Icelandic Prime Minister Katrin Jakobsdottir talks to supporters of her Left Green Movement at a party event in Reykjavik on September 25, 2021 after the announcement of partial results in the country's general elections. - Iceland's election on September 25 saw the left-right coalition government widen its majority. However, Prime Minister Katrin Jakobsdottir's Left Green Movement emerged weakened while her right-wing partners posted strong scores, casting doubt over her future as prime minister. (Photo by Tom LITTLE / AFP)

Female Majority Icelandic Parliament Elected

Iceland has elected the first female majority parliament in Europe. With nearly half of its members being women, Iceland’s parliament is now one of the most gender-equal national legislatures in the world. This historic milestone for equality has been celebrated by many around the world who hope that it will inspire other countries to follow suit.

However, it has also led to much confusion. Iceland’s parliament is not the first national legislature with an equal number of women to men. Sweden was the first country in 2010 with its Riksdag, followed by Norway in 2013 and Spain in 2015. Also the fact that half of Iceland’s parliament are women doesn’t mean that 50% of the parliamentarians in every country are women. In Russia, for example, women have made up just 8.1% of parliamentarians since 1990 and none has been elected as a member of the executive branch as far as we know.

In this article, I will outline how Iceland got to elect the first female majority parliament in Europe. But let’s also look at the complexities behind the calculation, because what has happened in Iceland illustrates how easily you can create a misleading impression by looking at elections in isolation.

The Icelandic Feminist Party (Stígamót) was formed in 1983 with the aim to improve women’s rights and representation. It is part of the radical-left wing grouping called The Red-Greens. They contested their first parliamentary election in 1987, but only achieved 1% of the vote and no seats in parliament.

The formation of a successful feminist party is without parallel anywhere in Europe since women gained suffrage at the end of First World War. Only after over 40 years of effort, the Icelandic Women’s Rights Association – which had been active since 1894 – finally succeeded in gaining women’s suffrage on the same terms as men in 1915. This was followed by a steady increase in female representation and participation:

the first female mayor was elected in 1932 and one of the two main parties (the Independence Party) selected its first female chair in 1970.

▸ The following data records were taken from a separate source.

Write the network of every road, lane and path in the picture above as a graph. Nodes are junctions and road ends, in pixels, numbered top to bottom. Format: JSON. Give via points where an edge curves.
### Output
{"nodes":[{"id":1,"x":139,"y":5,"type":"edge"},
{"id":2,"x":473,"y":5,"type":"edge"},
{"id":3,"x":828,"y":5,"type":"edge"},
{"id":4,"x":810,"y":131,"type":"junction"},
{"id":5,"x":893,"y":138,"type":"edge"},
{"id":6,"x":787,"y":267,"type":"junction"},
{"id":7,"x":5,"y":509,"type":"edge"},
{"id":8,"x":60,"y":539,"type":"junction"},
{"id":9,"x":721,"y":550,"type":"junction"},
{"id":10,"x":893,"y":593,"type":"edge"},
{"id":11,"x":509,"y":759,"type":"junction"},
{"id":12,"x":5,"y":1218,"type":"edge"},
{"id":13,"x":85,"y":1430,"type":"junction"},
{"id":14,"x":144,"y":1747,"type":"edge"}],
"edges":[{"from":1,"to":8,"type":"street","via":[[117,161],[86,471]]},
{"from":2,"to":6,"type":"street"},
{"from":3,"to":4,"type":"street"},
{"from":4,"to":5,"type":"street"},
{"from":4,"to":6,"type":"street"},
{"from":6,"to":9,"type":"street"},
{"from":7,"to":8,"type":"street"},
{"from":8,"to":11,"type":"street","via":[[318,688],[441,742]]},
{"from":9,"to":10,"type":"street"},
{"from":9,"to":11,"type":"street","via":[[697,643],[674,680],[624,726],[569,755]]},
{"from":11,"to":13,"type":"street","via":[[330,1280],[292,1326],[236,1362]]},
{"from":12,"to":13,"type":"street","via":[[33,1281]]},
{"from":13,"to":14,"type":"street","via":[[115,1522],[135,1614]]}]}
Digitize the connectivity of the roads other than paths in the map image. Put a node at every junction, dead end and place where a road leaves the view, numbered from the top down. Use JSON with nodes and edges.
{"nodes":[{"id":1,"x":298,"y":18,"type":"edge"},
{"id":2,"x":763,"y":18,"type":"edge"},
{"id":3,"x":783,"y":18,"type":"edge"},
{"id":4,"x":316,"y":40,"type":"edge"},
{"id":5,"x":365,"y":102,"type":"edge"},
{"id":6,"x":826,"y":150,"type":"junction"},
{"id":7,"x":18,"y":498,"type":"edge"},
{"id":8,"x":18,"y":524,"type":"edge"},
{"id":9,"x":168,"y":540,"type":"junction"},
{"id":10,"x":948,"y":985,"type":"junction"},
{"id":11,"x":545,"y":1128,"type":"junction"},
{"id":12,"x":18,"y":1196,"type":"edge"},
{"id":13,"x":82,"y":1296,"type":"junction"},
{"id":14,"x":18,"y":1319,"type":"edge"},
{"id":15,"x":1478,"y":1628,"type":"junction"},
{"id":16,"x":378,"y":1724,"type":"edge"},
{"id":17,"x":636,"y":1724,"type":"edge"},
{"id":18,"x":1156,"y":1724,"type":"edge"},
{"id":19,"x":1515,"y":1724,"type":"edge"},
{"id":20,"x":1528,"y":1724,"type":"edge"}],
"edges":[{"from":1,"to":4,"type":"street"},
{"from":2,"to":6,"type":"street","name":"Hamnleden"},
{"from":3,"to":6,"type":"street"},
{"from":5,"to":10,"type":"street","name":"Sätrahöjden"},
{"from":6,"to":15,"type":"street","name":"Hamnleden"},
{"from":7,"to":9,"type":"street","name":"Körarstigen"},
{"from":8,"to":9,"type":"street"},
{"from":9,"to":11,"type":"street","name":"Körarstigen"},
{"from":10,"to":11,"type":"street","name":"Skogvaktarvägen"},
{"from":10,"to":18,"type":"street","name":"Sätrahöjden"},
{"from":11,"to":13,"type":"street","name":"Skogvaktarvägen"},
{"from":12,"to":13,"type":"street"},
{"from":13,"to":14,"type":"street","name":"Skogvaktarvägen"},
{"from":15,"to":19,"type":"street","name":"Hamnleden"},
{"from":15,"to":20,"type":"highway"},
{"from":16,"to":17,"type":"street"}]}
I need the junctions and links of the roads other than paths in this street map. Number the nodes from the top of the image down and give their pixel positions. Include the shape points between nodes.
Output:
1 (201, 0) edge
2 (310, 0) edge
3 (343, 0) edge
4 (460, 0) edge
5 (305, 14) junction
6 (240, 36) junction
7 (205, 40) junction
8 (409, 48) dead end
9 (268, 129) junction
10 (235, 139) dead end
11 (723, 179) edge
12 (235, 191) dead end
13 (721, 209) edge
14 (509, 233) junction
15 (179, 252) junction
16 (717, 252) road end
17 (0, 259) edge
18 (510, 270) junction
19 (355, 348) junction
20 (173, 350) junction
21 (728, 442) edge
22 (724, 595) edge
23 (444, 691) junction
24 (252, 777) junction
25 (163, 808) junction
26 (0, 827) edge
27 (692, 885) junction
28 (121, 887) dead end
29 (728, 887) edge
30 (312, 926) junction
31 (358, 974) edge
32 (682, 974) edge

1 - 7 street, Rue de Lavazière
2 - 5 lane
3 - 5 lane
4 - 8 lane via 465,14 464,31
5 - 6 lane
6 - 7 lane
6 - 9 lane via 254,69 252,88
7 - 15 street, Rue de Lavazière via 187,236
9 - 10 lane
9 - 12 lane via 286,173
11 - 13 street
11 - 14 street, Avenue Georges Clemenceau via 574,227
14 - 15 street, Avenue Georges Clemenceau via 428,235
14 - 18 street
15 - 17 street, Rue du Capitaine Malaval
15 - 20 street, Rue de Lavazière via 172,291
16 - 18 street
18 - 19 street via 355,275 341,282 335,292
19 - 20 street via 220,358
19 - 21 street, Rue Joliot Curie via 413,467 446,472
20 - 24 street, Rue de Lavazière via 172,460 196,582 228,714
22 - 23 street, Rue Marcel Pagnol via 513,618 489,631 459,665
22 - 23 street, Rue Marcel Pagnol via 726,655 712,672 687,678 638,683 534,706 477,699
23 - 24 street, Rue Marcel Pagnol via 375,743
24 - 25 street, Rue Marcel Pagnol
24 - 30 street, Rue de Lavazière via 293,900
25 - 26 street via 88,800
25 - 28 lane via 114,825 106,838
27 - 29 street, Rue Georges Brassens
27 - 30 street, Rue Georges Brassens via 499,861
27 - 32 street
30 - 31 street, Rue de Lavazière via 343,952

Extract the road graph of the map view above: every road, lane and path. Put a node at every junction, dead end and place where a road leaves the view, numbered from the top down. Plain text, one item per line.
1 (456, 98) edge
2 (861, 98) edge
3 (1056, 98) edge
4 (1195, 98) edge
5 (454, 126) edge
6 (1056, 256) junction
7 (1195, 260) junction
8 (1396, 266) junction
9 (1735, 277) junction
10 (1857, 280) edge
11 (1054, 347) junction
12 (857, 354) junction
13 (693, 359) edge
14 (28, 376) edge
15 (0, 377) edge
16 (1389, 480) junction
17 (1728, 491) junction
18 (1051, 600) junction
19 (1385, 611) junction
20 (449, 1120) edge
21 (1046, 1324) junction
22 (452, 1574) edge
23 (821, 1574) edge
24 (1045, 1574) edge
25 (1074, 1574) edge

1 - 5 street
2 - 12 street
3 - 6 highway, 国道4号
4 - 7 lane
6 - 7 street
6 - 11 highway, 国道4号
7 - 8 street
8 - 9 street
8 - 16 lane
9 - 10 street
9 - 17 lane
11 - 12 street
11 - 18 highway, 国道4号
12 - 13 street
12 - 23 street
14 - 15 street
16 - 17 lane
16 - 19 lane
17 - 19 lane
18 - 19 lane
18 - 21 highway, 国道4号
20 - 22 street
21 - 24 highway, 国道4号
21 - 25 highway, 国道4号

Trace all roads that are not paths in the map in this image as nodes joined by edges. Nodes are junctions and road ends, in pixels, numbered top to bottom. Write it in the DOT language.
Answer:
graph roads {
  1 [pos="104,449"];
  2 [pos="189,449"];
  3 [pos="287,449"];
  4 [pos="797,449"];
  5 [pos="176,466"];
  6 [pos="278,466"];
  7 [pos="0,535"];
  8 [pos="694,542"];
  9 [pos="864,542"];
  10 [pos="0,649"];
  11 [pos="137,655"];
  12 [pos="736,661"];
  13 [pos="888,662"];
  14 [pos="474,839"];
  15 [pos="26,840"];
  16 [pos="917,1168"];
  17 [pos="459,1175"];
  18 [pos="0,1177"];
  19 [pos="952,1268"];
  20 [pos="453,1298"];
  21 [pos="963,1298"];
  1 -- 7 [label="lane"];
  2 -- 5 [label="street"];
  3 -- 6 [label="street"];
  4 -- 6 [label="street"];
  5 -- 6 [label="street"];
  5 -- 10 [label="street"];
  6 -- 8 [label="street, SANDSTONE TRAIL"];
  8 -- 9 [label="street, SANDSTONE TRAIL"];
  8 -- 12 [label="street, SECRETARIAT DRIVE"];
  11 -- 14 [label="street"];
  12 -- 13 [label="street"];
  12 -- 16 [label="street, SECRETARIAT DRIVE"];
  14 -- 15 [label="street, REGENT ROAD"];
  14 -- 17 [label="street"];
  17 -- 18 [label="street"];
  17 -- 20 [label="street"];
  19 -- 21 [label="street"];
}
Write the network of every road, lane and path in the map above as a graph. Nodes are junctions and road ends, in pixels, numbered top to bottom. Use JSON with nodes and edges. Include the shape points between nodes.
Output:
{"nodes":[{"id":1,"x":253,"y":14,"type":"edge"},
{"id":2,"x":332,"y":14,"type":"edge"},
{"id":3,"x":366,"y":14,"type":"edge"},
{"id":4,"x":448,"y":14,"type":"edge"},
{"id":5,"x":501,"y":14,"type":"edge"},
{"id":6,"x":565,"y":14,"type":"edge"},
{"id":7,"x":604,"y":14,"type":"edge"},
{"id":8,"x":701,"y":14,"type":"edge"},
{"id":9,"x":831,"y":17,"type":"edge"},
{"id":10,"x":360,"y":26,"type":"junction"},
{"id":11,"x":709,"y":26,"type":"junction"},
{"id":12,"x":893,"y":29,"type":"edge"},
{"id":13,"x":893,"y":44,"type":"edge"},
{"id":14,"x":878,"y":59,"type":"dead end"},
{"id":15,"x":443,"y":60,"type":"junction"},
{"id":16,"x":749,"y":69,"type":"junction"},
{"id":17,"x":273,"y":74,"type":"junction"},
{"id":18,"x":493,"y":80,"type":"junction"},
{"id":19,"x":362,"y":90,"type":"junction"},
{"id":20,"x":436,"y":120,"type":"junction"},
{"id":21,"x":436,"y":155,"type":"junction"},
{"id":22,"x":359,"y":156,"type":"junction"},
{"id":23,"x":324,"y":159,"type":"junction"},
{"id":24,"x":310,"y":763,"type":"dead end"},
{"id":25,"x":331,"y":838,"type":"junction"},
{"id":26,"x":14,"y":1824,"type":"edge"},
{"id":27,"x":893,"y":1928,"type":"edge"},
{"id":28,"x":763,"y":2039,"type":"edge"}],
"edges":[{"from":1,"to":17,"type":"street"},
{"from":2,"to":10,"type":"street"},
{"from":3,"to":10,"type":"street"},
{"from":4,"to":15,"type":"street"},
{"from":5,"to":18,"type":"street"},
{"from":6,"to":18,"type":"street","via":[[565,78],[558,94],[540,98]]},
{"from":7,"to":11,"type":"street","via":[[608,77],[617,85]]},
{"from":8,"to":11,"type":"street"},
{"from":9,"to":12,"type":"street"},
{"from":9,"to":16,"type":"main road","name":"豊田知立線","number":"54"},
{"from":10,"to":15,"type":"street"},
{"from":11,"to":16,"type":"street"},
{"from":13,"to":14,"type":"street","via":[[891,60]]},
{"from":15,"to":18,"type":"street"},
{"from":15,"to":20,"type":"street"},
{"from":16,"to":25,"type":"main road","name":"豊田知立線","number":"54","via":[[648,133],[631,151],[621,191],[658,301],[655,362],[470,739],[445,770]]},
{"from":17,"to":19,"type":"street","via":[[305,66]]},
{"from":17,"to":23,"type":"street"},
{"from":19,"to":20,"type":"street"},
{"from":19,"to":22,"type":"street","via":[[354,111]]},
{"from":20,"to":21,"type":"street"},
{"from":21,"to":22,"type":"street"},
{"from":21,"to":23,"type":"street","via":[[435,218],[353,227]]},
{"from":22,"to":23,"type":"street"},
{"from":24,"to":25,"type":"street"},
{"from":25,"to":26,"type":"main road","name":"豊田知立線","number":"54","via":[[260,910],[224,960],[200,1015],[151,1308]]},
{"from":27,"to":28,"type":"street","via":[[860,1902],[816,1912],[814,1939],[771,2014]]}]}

But it took until 2005, more than seventy years after men gained voting rights, for Iceland to get its first woman prime minister. Yet she didn’t come from the feminist party but rather the Left-Green Movement, which had been in coalition with the Social Democrats. In 2013, women won a majority of the vote and Jóhanna Sigurðardóttir became Iceland’s first female prime minister from a party with a feminist platform.

Jóhanna Sigurðardóttir’s success was mostly due to favourable circumstances: the 2008 financial crisis. The three largest banks in Iceland went bankrupt in October 2008, causing a severe economic depression. The Social Democrats stayed in power but were forced for the first time to have a coalition with another party, the Left-Greens, which they had previously fought against.